Pixel coordinate listings
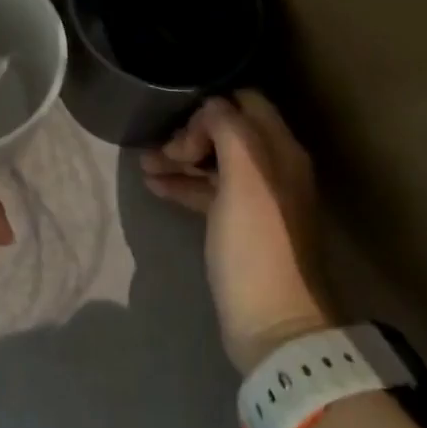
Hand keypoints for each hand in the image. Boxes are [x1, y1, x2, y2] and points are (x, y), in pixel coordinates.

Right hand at [141, 91, 334, 371]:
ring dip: (181, 158)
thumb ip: (228, 130)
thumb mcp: (244, 177)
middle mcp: (273, 168)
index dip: (212, 106)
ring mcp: (256, 199)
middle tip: (161, 152)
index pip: (247, 102)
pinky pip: (209, 192)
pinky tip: (154, 187)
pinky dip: (184, 185)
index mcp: (281, 151)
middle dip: (190, 133)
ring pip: (214, 162)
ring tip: (145, 166)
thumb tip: (210, 107)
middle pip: (228, 131)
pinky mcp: (239, 227)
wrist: (275, 325)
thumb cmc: (257, 244)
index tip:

§ **EXERCISE PROMPT**
Where the string "index" appears in a line of the entries above, return that line.

§ **WRITTEN RESPONSE**
index dip: (212, 106)
index pip: (247, 102)
index mcp: (281, 151)
index tip:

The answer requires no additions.